(THE RECORDS Opens)
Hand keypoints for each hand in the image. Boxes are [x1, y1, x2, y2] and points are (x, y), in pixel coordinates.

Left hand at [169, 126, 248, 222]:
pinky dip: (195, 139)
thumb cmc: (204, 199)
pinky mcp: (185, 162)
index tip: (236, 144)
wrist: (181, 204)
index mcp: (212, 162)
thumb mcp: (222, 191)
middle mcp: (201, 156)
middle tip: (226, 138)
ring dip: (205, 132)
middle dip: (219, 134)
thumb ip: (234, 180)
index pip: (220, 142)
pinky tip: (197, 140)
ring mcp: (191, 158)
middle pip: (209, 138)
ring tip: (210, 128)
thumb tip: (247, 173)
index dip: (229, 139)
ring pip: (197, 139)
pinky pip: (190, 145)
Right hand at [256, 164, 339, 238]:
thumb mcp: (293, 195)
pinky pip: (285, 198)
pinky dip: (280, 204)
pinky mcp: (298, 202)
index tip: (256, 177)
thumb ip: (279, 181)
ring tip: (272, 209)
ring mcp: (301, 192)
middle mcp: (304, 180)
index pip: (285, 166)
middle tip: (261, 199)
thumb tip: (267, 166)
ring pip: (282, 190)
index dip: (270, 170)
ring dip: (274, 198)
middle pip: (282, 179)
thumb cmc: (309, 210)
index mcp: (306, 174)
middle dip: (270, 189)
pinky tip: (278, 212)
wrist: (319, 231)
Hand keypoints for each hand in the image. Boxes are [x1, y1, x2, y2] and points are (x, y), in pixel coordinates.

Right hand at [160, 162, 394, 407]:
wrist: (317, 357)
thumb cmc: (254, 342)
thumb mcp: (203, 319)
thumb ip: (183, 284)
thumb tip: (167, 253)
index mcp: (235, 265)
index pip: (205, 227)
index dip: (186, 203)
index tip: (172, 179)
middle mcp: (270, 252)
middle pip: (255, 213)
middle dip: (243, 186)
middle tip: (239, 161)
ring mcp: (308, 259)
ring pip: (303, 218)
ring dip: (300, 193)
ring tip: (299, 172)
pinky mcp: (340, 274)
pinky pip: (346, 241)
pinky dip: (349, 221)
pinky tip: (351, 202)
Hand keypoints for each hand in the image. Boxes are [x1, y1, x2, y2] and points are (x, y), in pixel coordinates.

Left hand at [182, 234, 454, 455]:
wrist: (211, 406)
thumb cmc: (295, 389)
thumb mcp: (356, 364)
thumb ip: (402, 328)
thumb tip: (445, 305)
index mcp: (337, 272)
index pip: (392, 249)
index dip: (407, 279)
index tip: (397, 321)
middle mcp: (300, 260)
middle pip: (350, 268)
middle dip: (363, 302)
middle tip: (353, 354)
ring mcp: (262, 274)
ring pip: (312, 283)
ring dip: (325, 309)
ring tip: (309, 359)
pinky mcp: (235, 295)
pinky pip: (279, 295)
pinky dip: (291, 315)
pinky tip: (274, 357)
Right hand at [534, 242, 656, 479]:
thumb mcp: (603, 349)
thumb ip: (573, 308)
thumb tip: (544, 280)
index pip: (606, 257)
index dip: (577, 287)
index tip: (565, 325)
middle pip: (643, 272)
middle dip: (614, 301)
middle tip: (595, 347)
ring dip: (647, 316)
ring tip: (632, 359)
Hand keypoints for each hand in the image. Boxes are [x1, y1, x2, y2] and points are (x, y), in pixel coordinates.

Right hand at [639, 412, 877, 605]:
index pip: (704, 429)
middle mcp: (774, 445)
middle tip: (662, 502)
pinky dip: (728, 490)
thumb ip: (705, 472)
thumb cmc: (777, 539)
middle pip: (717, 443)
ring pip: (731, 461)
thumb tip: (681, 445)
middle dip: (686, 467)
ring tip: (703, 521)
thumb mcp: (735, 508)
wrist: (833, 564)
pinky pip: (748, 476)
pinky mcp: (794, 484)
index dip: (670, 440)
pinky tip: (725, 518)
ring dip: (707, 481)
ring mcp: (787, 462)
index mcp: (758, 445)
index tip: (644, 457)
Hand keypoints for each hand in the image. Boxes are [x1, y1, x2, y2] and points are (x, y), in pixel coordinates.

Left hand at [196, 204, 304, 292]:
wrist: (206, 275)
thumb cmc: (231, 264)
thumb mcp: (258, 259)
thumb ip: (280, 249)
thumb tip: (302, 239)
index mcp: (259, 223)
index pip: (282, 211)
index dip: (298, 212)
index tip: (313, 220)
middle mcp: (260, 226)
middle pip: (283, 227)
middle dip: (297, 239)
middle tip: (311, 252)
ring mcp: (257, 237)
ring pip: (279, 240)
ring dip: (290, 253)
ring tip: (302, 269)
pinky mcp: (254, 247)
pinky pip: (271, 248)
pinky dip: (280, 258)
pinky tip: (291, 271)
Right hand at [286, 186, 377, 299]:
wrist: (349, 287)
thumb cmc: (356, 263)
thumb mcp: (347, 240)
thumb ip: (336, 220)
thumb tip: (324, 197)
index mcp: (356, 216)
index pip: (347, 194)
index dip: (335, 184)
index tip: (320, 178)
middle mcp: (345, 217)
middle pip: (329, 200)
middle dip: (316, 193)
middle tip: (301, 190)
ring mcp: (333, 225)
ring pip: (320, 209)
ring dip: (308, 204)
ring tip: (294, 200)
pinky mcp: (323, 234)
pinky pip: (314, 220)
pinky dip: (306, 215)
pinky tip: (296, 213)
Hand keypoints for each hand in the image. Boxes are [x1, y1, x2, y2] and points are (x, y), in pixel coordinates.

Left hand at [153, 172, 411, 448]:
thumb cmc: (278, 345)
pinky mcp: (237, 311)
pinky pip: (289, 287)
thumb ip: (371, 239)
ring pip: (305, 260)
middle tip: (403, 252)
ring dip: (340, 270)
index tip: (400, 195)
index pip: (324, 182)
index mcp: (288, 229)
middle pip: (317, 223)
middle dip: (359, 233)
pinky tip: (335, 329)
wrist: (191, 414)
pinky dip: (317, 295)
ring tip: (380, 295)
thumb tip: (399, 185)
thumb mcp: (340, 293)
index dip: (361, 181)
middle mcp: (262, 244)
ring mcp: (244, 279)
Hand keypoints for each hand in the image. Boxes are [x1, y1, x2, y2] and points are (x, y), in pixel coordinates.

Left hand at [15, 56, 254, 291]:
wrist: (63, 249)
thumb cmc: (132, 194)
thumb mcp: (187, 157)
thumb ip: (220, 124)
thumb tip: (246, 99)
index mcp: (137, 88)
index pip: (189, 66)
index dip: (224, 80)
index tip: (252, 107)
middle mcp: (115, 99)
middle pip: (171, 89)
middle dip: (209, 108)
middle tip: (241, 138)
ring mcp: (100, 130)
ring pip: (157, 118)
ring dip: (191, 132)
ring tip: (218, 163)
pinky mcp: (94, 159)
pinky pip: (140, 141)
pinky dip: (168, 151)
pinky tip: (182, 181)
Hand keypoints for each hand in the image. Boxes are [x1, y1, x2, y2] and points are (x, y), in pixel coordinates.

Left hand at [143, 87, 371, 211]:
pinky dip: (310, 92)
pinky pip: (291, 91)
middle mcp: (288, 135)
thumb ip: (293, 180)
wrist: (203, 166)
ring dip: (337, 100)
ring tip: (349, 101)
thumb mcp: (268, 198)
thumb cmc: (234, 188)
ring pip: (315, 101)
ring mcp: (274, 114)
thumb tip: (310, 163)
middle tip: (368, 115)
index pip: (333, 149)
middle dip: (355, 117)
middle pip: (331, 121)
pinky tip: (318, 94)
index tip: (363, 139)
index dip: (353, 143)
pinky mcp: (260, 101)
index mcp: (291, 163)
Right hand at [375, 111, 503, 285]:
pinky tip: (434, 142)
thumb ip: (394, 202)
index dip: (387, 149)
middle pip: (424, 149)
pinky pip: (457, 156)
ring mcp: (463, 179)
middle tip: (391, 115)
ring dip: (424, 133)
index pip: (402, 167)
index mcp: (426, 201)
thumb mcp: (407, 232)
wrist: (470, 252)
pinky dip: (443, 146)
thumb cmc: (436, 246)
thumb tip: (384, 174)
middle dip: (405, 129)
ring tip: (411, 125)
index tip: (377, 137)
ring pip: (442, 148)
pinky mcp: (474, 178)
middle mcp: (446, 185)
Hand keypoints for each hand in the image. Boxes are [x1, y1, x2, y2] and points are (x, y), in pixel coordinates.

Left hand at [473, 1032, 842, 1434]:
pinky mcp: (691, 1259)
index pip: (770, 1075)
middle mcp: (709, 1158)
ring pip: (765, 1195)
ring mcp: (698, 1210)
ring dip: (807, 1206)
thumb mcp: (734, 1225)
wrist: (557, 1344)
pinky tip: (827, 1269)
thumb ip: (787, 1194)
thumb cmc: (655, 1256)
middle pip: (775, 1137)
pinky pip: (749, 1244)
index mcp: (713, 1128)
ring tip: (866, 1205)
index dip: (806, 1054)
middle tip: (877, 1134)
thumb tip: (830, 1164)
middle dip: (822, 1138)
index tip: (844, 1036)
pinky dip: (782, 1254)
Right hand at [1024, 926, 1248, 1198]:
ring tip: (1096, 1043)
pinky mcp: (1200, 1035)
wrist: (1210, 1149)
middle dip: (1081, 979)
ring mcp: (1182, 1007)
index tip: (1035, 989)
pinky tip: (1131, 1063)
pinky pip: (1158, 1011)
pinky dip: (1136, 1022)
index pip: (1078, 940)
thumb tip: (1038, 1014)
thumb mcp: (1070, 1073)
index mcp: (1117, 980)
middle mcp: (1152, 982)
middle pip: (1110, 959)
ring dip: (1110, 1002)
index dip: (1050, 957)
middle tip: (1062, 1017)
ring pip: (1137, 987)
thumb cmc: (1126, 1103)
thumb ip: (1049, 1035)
(THE RECORDS Closes)
**WHAT THIS TASK INVOLVES**
Only one stretch of the entries above is wanted: the lines from the one containing "ring tip: (632, 359)" through the one containing "pinky dip: (728, 490)". Please reproduce it exactly.

**SOLUTION TO THE EXERCISE**
ring tip: (632, 359)
Hand keypoints for each hand in the image. Boxes are [x1, y1, x2, y2] and points are (x, y), in pixel coordinates.

Right hand at [639, 412, 877, 605]:
index pip: (704, 429)
middle mcp: (774, 445)
middle tip: (662, 502)
pinky dip: (728, 490)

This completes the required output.